*** Opening of SOURCE MATERIAL ***

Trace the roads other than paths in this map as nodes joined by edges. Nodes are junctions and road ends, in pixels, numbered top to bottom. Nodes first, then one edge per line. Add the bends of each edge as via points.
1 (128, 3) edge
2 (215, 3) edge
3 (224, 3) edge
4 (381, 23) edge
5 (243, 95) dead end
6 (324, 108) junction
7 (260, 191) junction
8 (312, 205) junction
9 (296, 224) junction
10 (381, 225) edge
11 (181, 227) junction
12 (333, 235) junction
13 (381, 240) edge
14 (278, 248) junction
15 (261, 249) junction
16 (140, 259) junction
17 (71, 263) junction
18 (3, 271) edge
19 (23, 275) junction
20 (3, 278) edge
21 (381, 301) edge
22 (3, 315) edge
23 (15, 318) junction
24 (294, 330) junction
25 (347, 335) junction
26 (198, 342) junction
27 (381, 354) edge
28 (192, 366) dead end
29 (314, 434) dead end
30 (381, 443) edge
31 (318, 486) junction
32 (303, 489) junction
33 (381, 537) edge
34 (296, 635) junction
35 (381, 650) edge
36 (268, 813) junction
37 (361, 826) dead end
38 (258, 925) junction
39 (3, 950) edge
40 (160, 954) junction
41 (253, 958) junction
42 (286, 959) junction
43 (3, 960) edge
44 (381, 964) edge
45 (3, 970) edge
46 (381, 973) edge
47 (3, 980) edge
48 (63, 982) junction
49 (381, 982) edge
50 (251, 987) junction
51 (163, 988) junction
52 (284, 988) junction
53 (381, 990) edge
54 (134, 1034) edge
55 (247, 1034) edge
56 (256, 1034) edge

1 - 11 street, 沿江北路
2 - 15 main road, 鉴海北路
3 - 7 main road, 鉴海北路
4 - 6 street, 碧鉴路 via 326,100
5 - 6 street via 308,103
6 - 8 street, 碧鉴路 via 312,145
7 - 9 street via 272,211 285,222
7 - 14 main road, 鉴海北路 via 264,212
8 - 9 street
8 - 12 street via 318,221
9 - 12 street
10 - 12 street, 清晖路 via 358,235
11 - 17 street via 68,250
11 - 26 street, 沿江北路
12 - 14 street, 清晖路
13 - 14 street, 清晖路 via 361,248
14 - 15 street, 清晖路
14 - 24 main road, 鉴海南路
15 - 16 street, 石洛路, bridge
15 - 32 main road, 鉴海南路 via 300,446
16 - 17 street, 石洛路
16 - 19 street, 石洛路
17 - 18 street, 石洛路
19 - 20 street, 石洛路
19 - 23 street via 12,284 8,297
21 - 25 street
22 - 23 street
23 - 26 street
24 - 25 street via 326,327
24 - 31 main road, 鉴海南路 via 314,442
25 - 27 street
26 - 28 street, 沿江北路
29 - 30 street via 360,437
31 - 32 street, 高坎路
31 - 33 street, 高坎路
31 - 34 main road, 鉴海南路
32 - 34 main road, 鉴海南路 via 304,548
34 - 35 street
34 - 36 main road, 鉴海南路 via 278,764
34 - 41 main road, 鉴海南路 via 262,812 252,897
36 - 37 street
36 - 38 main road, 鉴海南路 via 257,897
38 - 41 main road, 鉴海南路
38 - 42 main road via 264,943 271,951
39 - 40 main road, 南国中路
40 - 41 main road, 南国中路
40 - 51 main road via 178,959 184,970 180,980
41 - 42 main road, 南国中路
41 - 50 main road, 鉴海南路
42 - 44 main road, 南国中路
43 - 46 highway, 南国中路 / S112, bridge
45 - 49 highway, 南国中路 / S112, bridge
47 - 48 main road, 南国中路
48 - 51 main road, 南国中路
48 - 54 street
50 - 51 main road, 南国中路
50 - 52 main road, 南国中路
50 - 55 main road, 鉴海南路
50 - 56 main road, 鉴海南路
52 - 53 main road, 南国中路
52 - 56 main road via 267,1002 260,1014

*** Close of SOURCE MATERIAL ***

**TASK PROMPT:** From the data above, extract every line in its exact form.

**OUTPUT OF THE TASK:**
Trace the roads other than paths in this map as nodes joined by edges. Nodes are junctions and road ends, in pixels, numbered top to bottom. Nodes first, then one edge per line. Add the bends of each edge as via points.
1 (128, 3) edge
2 (215, 3) edge
3 (224, 3) edge
4 (381, 23) edge
5 (243, 95) dead end
6 (324, 108) junction
7 (260, 191) junction
8 (312, 205) junction
9 (296, 224) junction
10 (381, 225) edge
11 (181, 227) junction
12 (333, 235) junction
13 (381, 240) edge
14 (278, 248) junction
15 (261, 249) junction
16 (140, 259) junction
17 (71, 263) junction
18 (3, 271) edge
19 (23, 275) junction
20 (3, 278) edge
21 (381, 301) edge
22 (3, 315) edge
23 (15, 318) junction
24 (294, 330) junction
25 (347, 335) junction
26 (198, 342) junction
27 (381, 354) edge
28 (192, 366) dead end
29 (314, 434) dead end
30 (381, 443) edge
31 (318, 486) junction
32 (303, 489) junction
33 (381, 537) edge
34 (296, 635) junction
35 (381, 650) edge
36 (268, 813) junction
37 (361, 826) dead end
38 (258, 925) junction
39 (3, 950) edge
40 (160, 954) junction
41 (253, 958) junction
42 (286, 959) junction
43 (3, 960) edge
44 (381, 964) edge
45 (3, 970) edge
46 (381, 973) edge
47 (3, 980) edge
48 (63, 982) junction
49 (381, 982) edge
50 (251, 987) junction
51 (163, 988) junction
52 (284, 988) junction
53 (381, 990) edge
54 (134, 1034) edge
55 (247, 1034) edge
56 (256, 1034) edge

1 - 11 street, 沿江北路
2 - 15 main road, 鉴海北路
3 - 7 main road, 鉴海北路
4 - 6 street, 碧鉴路 via 326,100
5 - 6 street via 308,103
6 - 8 street, 碧鉴路 via 312,145
7 - 9 street via 272,211 285,222
7 - 14 main road, 鉴海北路 via 264,212
8 - 9 street
8 - 12 street via 318,221
9 - 12 street
10 - 12 street, 清晖路 via 358,235
11 - 17 street via 68,250
11 - 26 street, 沿江北路
12 - 14 street, 清晖路
13 - 14 street, 清晖路 via 361,248
14 - 15 street, 清晖路
14 - 24 main road, 鉴海南路
15 - 16 street, 石洛路, bridge
15 - 32 main road, 鉴海南路 via 300,446
16 - 17 street, 石洛路
16 - 19 street, 石洛路
17 - 18 street, 石洛路
19 - 20 street, 石洛路
19 - 23 street via 12,284 8,297
21 - 25 street
22 - 23 street
23 - 26 street
24 - 25 street via 326,327
24 - 31 main road, 鉴海南路 via 314,442
25 - 27 street
26 - 28 street, 沿江北路
29 - 30 street via 360,437
31 - 32 street, 高坎路
31 - 33 street, 高坎路
31 - 34 main road, 鉴海南路
32 - 34 main road, 鉴海南路 via 304,548
34 - 35 street
34 - 36 main road, 鉴海南路 via 278,764
34 - 41 main road, 鉴海南路 via 262,812 252,897
36 - 37 street
36 - 38 main road, 鉴海南路 via 257,897
38 - 41 main road, 鉴海南路
38 - 42 main road via 264,943 271,951
39 - 40 main road, 南国中路
40 - 41 main road, 南国中路
40 - 51 main road via 178,959 184,970 180,980
41 - 42 main road, 南国中路
41 - 50 main road, 鉴海南路
42 - 44 main road, 南国中路
43 - 46 highway, 南国中路 / S112, bridge
45 - 49 highway, 南国中路 / S112, bridge
47 - 48 main road, 南国中路
48 - 51 main road, 南国中路
48 - 54 street
50 - 51 main road, 南国中路
50 - 52 main road, 南国中路
50 - 55 main road, 鉴海南路
50 - 56 main road, 鉴海南路
52 - 53 main road, 南国中路
52 - 56 main road via 267,1002 260,1014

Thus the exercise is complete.